The Americas have a legacy of being a bastion of democracy in the world and of striving to maintain that position. Following the widespread experience of dictatorships across the region during the Cold War, the turn towards democracy as part of the “Third Wave” of democratization was keenly felt in the region. In order to ensure that these gains were maintained, governments across the region collaborated to develop mechanisms to defend against democratic crises and the return to authoritarianism in the future. These efforts culminated in the passage of the Inter-American Democratic Charter in 2001 which provided tools to the Organization of American States (OAS), the region’s predominant multilateral organization, to address democratic crises. While there have been issues with the usage of the Charter, it remains an important tool for addressing democratic crises in the region.

Although the region has a history of democratic governance, many countries in the region have recently seen democratic backsliding. Just this year, we have seen the U.S. Capital attacked, the assassination of Haitian President Moisel, rapidly escalating authoritarian tendencies in both Nicaragua and El Salvador, pro-coup comments from Brazil’s Jair Bolsonaro, as well as the on-going democratic crisis in Venezuela among other ongoing and escalating threats to democracy in the Americas. Even in countries with strong democratic legacies, trust in democracy has been declining over the past decade. Despite waning support for democracy, citizens in the Americas have also sought to strengthen their voices at home as was seen this year with the unprecedented levels of social mobilization in Cuba and Colombia. These challenges and opportunities led U.S. Secretary of State Anthony Blinken to note in a trip to the region that the Americas are “…in a moment of democratic reckoning.”

Given the state of democracy in the Western Hemisphere and the fact that there are mechanisms and commitments in place to address democratic decline, the United States should seek to stabilize and strengthen democracy in the region before seeking to address the crisis on a global scale. While it is important that this issue was emphasized and discussed at the international level at the Summit for Democracy, seeking solutions for addressing democratic crises within a region that has a long history of seeking to support democratic ideals can allow for a better understanding of what mechanisms work to address democratic erosion and crisis that can be scaled up to address global threats to democracy.

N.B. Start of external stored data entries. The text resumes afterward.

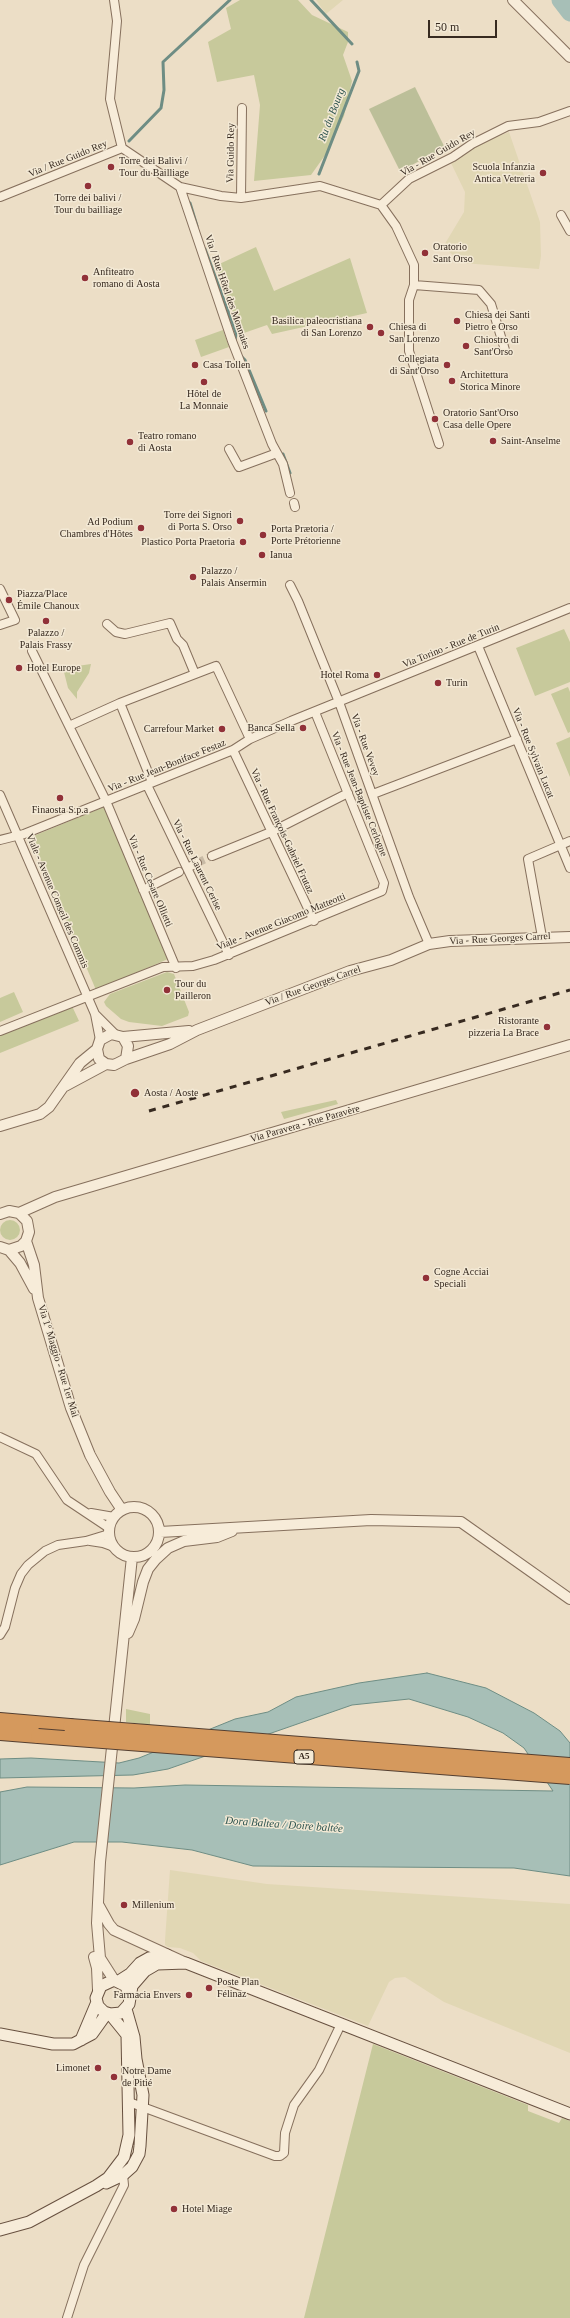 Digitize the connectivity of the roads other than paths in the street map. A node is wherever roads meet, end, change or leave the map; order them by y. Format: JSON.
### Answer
{"nodes":[{"id":1,"x":114,"y":0,"type":"edge"},
{"id":2,"x":513,"y":0,"type":"edge"},
{"id":3,"x":570,"y":58,"type":"edge"},
{"id":4,"x":242,"y":108,"type":"dead end"},
{"id":5,"x":570,"y":111,"type":"edge"},
{"id":6,"x":122,"y":148,"type":"junction"},
{"id":7,"x":180,"y":187,"type":"junction"},
{"id":8,"x":0,"y":197,"type":"edge"},
{"id":9,"x":241,"y":198,"type":"junction"},
{"id":10,"x":381,"y":205,"type":"junction"},
{"id":11,"x":561,"y":215,"type":"dead end"},
{"id":12,"x":570,"y":231,"type":"edge"},
{"id":13,"x":414,"y":285,"type":"junction"},
{"id":14,"x":505,"y":350,"type":"dead end"},
{"id":15,"x":439,"y":444,"type":"dead end"},
{"id":16,"x":229,"y":449,"type":"dead end"},
{"id":17,"x":278,"y":453,"type":"junction"},
{"id":18,"x":290,"y":493,"type":"dead end"},
{"id":19,"x":290,"y":585,"type":"dead end"},
{"id":20,"x":0,"y":589,"type":"edge"},
{"id":21,"x":570,"y":608,"type":"edge"},
{"id":22,"x":107,"y":624,"type":"dead end"},
{"id":23,"x":0,"y":625,"type":"edge"},
{"id":24,"x":478,"y":646,"type":"junction"},
{"id":25,"x":32,"y":651,"type":"dead end"},
{"id":26,"x":195,"y":674,"type":"junction"},
{"id":27,"x":339,"y":702,"type":"junction"},
{"id":28,"x":120,"y":703,"type":"junction"},
{"id":29,"x":314,"y":712,"type":"junction"},
{"id":30,"x":69,"y":726,"type":"junction"},
{"id":31,"x":250,"y":739,"type":"junction"},
{"id":32,"x":517,"y":739,"type":"junction"},
{"id":33,"x":233,"y":750,"type":"junction"},
{"id":34,"x":150,"y":783,"type":"junction"},
{"id":35,"x":348,"y":793,"type":"junction"},
{"id":36,"x":373,"y":794,"type":"junction"},
{"id":37,"x":0,"y":795,"type":"edge"},
{"id":38,"x":106,"y":801,"type":"junction"},
{"id":39,"x":271,"y":832,"type":"junction"},
{"id":40,"x":18,"y":836,"type":"junction"},
{"id":41,"x":0,"y":840,"type":"edge"},
{"id":42,"x":570,"y":841,"type":"edge"},
{"id":43,"x":560,"y":845,"type":"junction"},
{"id":44,"x":214,"y":855,"type":"tunnel mouth"},
{"id":45,"x":197,"y":863,"type":"tunnel mouth"},
{"id":46,"x":187,"y":868,"type":"junction"},
{"id":47,"x":570,"y":868,"type":"edge"},
{"id":48,"x":178,"y":872,"type":"dead end"},
{"id":49,"x":384,"y":883,"type":"joint"},
{"id":50,"x":143,"y":890,"type":"junction"},
{"id":51,"x":314,"y":920,"type":"junction"},
{"id":52,"x":542,"y":937,"type":"junction"},
{"id":53,"x":570,"y":937,"type":"edge"},
{"id":54,"x":429,"y":944,"type":"junction"},
{"id":55,"x":229,"y":955,"type":"junction"},
{"id":56,"x":176,"y":968,"type":"junction"},
{"id":57,"x":87,"y":996,"type":"junction"},
{"id":58,"x":95,"y":1014,"type":"junction"},
{"id":59,"x":196,"y":1030,"type":"junction"},
{"id":60,"x":0,"y":1031,"type":"edge"},
{"id":61,"x":119,"y":1036,"type":"junction"},
{"id":62,"x":98,"y":1044,"type":"junction"},
{"id":63,"x":570,"y":1045,"type":"edge"},
{"id":64,"x":126,"y":1059,"type":"junction"},
{"id":65,"x":106,"y":1064,"type":"junction"},
{"id":66,"x":65,"y":1086,"type":"junction"},
{"id":67,"x":0,"y":1126,"type":"edge"},
{"id":68,"x":40,"y":1205,"type":"junction"},
{"id":69,"x":19,"y":1213,"type":"junction"},
{"id":70,"x":0,"y":1214,"type":"edge"},
{"id":71,"x":29,"y":1227,"type":"junction"},
{"id":72,"x":26,"y":1241,"type":"junction"},
{"id":73,"x":4,"y":1248,"type":"edge"},
{"id":74,"x":38,"y":1298,"type":"junction"},
{"id":75,"x":0,"y":1437,"type":"edge"},
{"id":76,"x":122,"y":1510,"type":"junction"},
{"id":77,"x":82,"y":1511,"type":"junction"},
{"id":78,"x":114,"y":1517,"type":"junction"},
{"id":79,"x":238,"y":1528,"type":"junction"},
{"id":80,"x":109,"y":1531,"type":"junction"},
{"id":81,"x":160,"y":1532,"type":"junction"},
{"id":82,"x":86,"y":1540,"type":"junction"},
{"id":83,"x":114,"y":1547,"type":"junction"},
{"id":84,"x":132,"y":1558,"type":"junction"},
{"id":85,"x":570,"y":1599,"type":"edge"},
{"id":86,"x":0,"y":1635,"type":"edge"},
{"id":87,"x":124,"y":1642,"type":"junction"},
{"id":88,"x":0,"y":1720,"type":"edge"},
{"id":89,"x":0,"y":1733,"type":"edge"},
{"id":90,"x":570,"y":1765,"type":"edge"},
{"id":91,"x":570,"y":1777,"type":"edge"},
{"id":92,"x":101,"y":1859,"type":"junction"},
{"id":93,"x":98,"y":1904,"type":"junction"},
{"id":94,"x":167,"y":1955,"type":"junction"},
{"id":95,"x":186,"y":1963,"type":"junction"},
{"id":96,"x":116,"y":1981,"type":"junction"},
{"id":97,"x":98,"y":1990,"type":"junction"},
{"id":98,"x":130,"y":1998,"type":"junction"},
{"id":99,"x":97,"y":2002,"type":"junction"},
{"id":100,"x":126,"y":2009,"type":"junction"},
{"id":101,"x":108,"y":2014,"type":"junction"},
{"id":102,"x":341,"y":2024,"type":"junction"},
{"id":103,"x":0,"y":2034,"type":"edge"},
{"id":104,"x":80,"y":2040,"type":"junction"},
{"id":105,"x":130,"y":2102,"type":"junction"},
{"id":106,"x":143,"y":2108,"type":"junction"},
{"id":107,"x":570,"y":2114,"type":"edge"},
{"id":108,"x":124,"y":2175,"type":"junction"},
{"id":109,"x":96,"y":2186,"type":"junction"},
{"id":110,"x":0,"y":2230,"type":"edge"},
{"id":111,"x":67,"y":2318,"type":"edge"}],
"edges":[{"from":1,"to":6,"type":"street"},
{"from":2,"to":3,"type":"street"},
{"from":4,"to":9,"type":"street","name":"Via Guido Rey"},
{"from":5,"to":10,"type":"street","name":"Via - Rue Guido Rey"},
{"from":6,"to":7,"type":"street","name":"Via / Rue Guido Rey"},
{"from":6,"to":8,"type":"street","name":"Via / Rue Guido Rey"},
{"from":7,"to":9,"type":"street"},
{"from":7,"to":17,"type":"street","name":"Via / Rue Hôtel des Monnaies"},
{"from":9,"to":10,"type":"street"},
{"from":10,"to":13,"type":"street"},
{"from":11,"to":12,"type":"street"},
{"from":13,"to":14,"type":"street"},
{"from":13,"to":15,"type":"street"},
{"from":16,"to":17,"type":"street"},
{"from":17,"to":18,"type":"street","name":"Via / Rue Hôtel des Monnaies"},
{"from":19,"to":27,"type":"street","name":"Via - Rue Vevey"},
{"from":20,"to":23,"type":"street"},
{"from":21,"to":24,"type":"street","name":"Via Torino - Rue de Turin"},
{"from":22,"to":26,"type":"street"},
{"from":24,"to":27,"type":"street","name":"Via Torino - Rue de Turin"},
{"from":24,"to":32,"type":"street","name":"Via - Rue Sylvain Lucat"},
{"from":25,"to":30,"type":"street","name":"Via - Rue Cesare Ollietti"},
{"from":26,"to":28,"type":"street"},
{"from":26,"to":31,"type":"street"},
{"from":27,"to":29,"type":"street","name":"Via - Rue Jean-Boniface Festaz"},
{"from":27,"to":36,"type":"street","name":"Via - Rue Vevey"},
{"from":28,"to":30,"type":"street"},
{"from":28,"to":34,"type":"street","name":"Via - Rue Laurent Cerise"},
{"from":29,"to":31,"type":"street","name":"Via - Rue Jean-Boniface Festaz"},
{"from":29,"to":35,"type":"street","name":"Via - Rue Jean-Baptiste Cerlogne"},
{"from":30,"to":38,"type":"street","name":"Via - Rue Cesare Ollietti"},
{"from":31,"to":33,"type":"street","name":"Via - Rue Jean-Boniface Festaz"},
{"from":32,"to":36,"type":"street"},
{"from":32,"to":43,"type":"street","name":"Via - Rue Sylvain Lucat"},
{"from":33,"to":34,"type":"street","name":"Via - Rue Jean-Boniface Festaz"},
{"from":33,"to":39,"type":"street","name":"Via - Rue François-Gabriel Frutaz"},
{"from":34,"to":38,"type":"street","name":"Via - Rue Jean-Boniface Festaz"},
{"from":34,"to":46,"type":"street","name":"Via - Rue Laurent Cerise"},
{"from":35,"to":39,"type":"street"},
{"from":35,"to":49,"type":"street","name":"Via - Rue Jean-Baptiste Cerlogne"},
{"from":36,"to":54,"type":"street","name":"Via - Rue Vevey"},
{"from":37,"to":40,"type":"street","name":"Viale - Avenue Conseil des Commis"},
{"from":38,"to":40,"type":"street","name":"Via - Rue Jean-Boniface Festaz"},
{"from":38,"to":50,"type":"street","name":"Via - Rue Cesare Ollietti"},
{"from":39,"to":44,"type":"street"},
{"from":39,"to":51,"type":"street","name":"Via - Rue François-Gabriel Frutaz"},
{"from":40,"to":41,"type":"street","name":"Via - Rue Jean-Boniface Festaz"},
{"from":40,"to":57,"type":"street","name":"Viale - Avenue Conseil des Commis"},
{"from":42,"to":43,"type":"street"},
{"from":43,"to":47,"type":"street","name":"Via - Rue Sylvain Lucat"},
{"from":43,"to":52,"type":"street"},
{"from":45,"to":46,"type":"street"},
{"from":46,"to":55,"type":"street","name":"Via - Rue Laurent Cerise"},
{"from":48,"to":50,"type":"street"},
{"from":49,"to":51,"type":"street","name":"Viale - Avenue Giacomo Matteotti"},
{"from":50,"to":56,"type":"street","name":"Via - Rue Cesare Ollietti"},
{"from":51,"to":55,"type":"street","name":"Viale - Avenue Giacomo Matteotti"},
{"from":52,"to":53,"type":"street","name":"Via - Rue Georges Carrel"},
{"from":52,"to":54,"type":"street","name":"Via - Rue Georges Carrel"},
{"from":54,"to":59,"type":"street","name":"Via / Rue Georges Carrel"},
{"from":55,"to":56,"type":"street","name":"Viale - Avenue Giacomo Matteotti"},
{"from":56,"to":57,"type":"street","name":"Viale - Avenue Giacomo Matteotti"},
{"from":57,"to":58,"type":"street","name":"Viale - Avenue Conseil des Commis"},
{"from":57,"to":60,"type":"street","name":"Viale - Avenue Giacomo Matteotti"},
{"from":58,"to":61,"type":"street"},
{"from":58,"to":62,"type":"street"},
{"from":59,"to":61,"type":"street"},
{"from":59,"to":64,"type":"street"},
{"from":61,"to":62,"type":"street"},
{"from":61,"to":64,"type":"street"},
{"from":62,"to":65,"type":"street"},
{"from":62,"to":66,"type":"street"},
{"from":63,"to":68,"type":"street","name":"Via Paravera - Rue Paravère"},
{"from":64,"to":65,"type":"street"},
{"from":65,"to":66,"type":"street"},
{"from":66,"to":67,"type":"street"},
{"from":68,"to":69,"type":"street","name":"Via Paravera - Rue Paravère"},
{"from":68,"to":71,"type":"street"},
{"from":69,"to":70,"type":"street","name":"Via Paravera - Rue Paravère"},
{"from":69,"to":71,"type":"street"},
{"from":71,"to":72,"type":"street"},
{"from":72,"to":73,"type":"street"},
{"from":72,"to":74,"type":"street","name":"Via 1° Maggio - Rue 1er Mai"},
{"from":73,"to":74,"type":"street","name":"Via 1° Maggio - Rue 1er Mai"},
{"from":74,"to":76,"type":"street","name":"Via 1° Maggio - Rue 1er Mai"},
{"from":75,"to":77,"type":"street"},
{"from":76,"to":78,"type":"street"},
{"from":76,"to":81,"type":"street"},
{"from":77,"to":78,"type":"street"},
{"from":77,"to":80,"type":"street"},
{"from":78,"to":80,"type":"street"},
{"from":79,"to":81,"type":"street"},
{"from":79,"to":85,"type":"street"},
{"from":79,"to":87,"type":"street"},
{"from":80,"to":82,"type":"street"},
{"from":80,"to":83,"type":"street"},
{"from":81,"to":84,"type":"street"},
{"from":82,"to":83,"type":"street"},
{"from":82,"to":86,"type":"street"},
{"from":83,"to":84,"type":"street"},
{"from":84,"to":87,"type":"street"},
{"from":87,"to":92,"type":"street","bridge":true},
{"from":88,"to":90,"type":"highway","number":"A5","bridge":true},
{"from":89,"to":91,"type":"highway","number":"A5","bridge":true},
{"from":92,"to":93,"type":"street"},
{"from":92,"to":97,"type":"street"},
{"from":93,"to":94,"type":"street"},
{"from":93,"to":96,"type":"street"},
{"from":94,"to":95,"type":"street"},
{"from":94,"to":96,"type":"main road"},
{"from":95,"to":98,"type":"main road"},
{"from":95,"to":102,"type":"main road"},
{"from":96,"to":97,"type":"main road"},
{"from":96,"to":98,"type":"main road"},
{"from":97,"to":99,"type":"main road"},
{"from":98,"to":100,"type":"main road"},
{"from":99,"to":101,"type":"main road"},
{"from":99,"to":104,"type":"main road"},
{"from":100,"to":101,"type":"main road"},
{"from":100,"to":106,"type":"main road"},
{"from":101,"to":104,"type":"main road"},
{"from":101,"to":105,"type":"main road"},
{"from":102,"to":106,"type":"street"},
{"from":102,"to":107,"type":"main road"},
{"from":103,"to":104,"type":"main road"},
{"from":105,"to":106,"type":"street"},
{"from":105,"to":109,"type":"main road"},
{"from":106,"to":108,"type":"main road"},
{"from":108,"to":109,"type":"main road"},
{"from":108,"to":111,"type":"street"},
{"from":109,"to":110,"type":"main road"}]}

The Biden Administration also has multiple opportunities to push a democratic agenda in the region in the coming year. With 2021 marking the 20th anniversary of the passage of the Inter-American Democratic Charter, the OAS has held events about looking for mechanisms to strengthen the Inter-American Democratic Charter. There is hope that the IX Summit of the Americas, will provide an opportunity to address some of the democratic challenges facing the Americas and strengthen the Charter. Furthermore, with the United States hosting the Summit of the Americas in 2022 for the first time since 1994, the Biden Administration has an opportunity to build upon efforts from the Summit for Democracy to develop a regional agenda for addressing democratic challenges.

While the Biden Administration may face challenges in building momentum from countries to address these challenges given the history of U.S. interventionism in the region, it is critical that the administration work with regional partners to develop mechanisms to address regional democratic challenges. The region has reason to be wary of U.S. rhetoric of democracy promotion. As Secretary Blinken highlighted, “…the United States has not always practiced what it preached in our hemisphere, that there are times in our history when we supported governments in the Americas that did not reflect the choice or the will of their people and did not respect their human rights.” Despite this, the region recognizes the threats to democracy that it faces and has a history of seeking to make the hemisphere safe for democracy. Highlighting that this is a problem for the United States as well and showing a willingness to learn from Latin American experiences can help highlight that the Biden Administration takes this issue seriously and wants to work with the region.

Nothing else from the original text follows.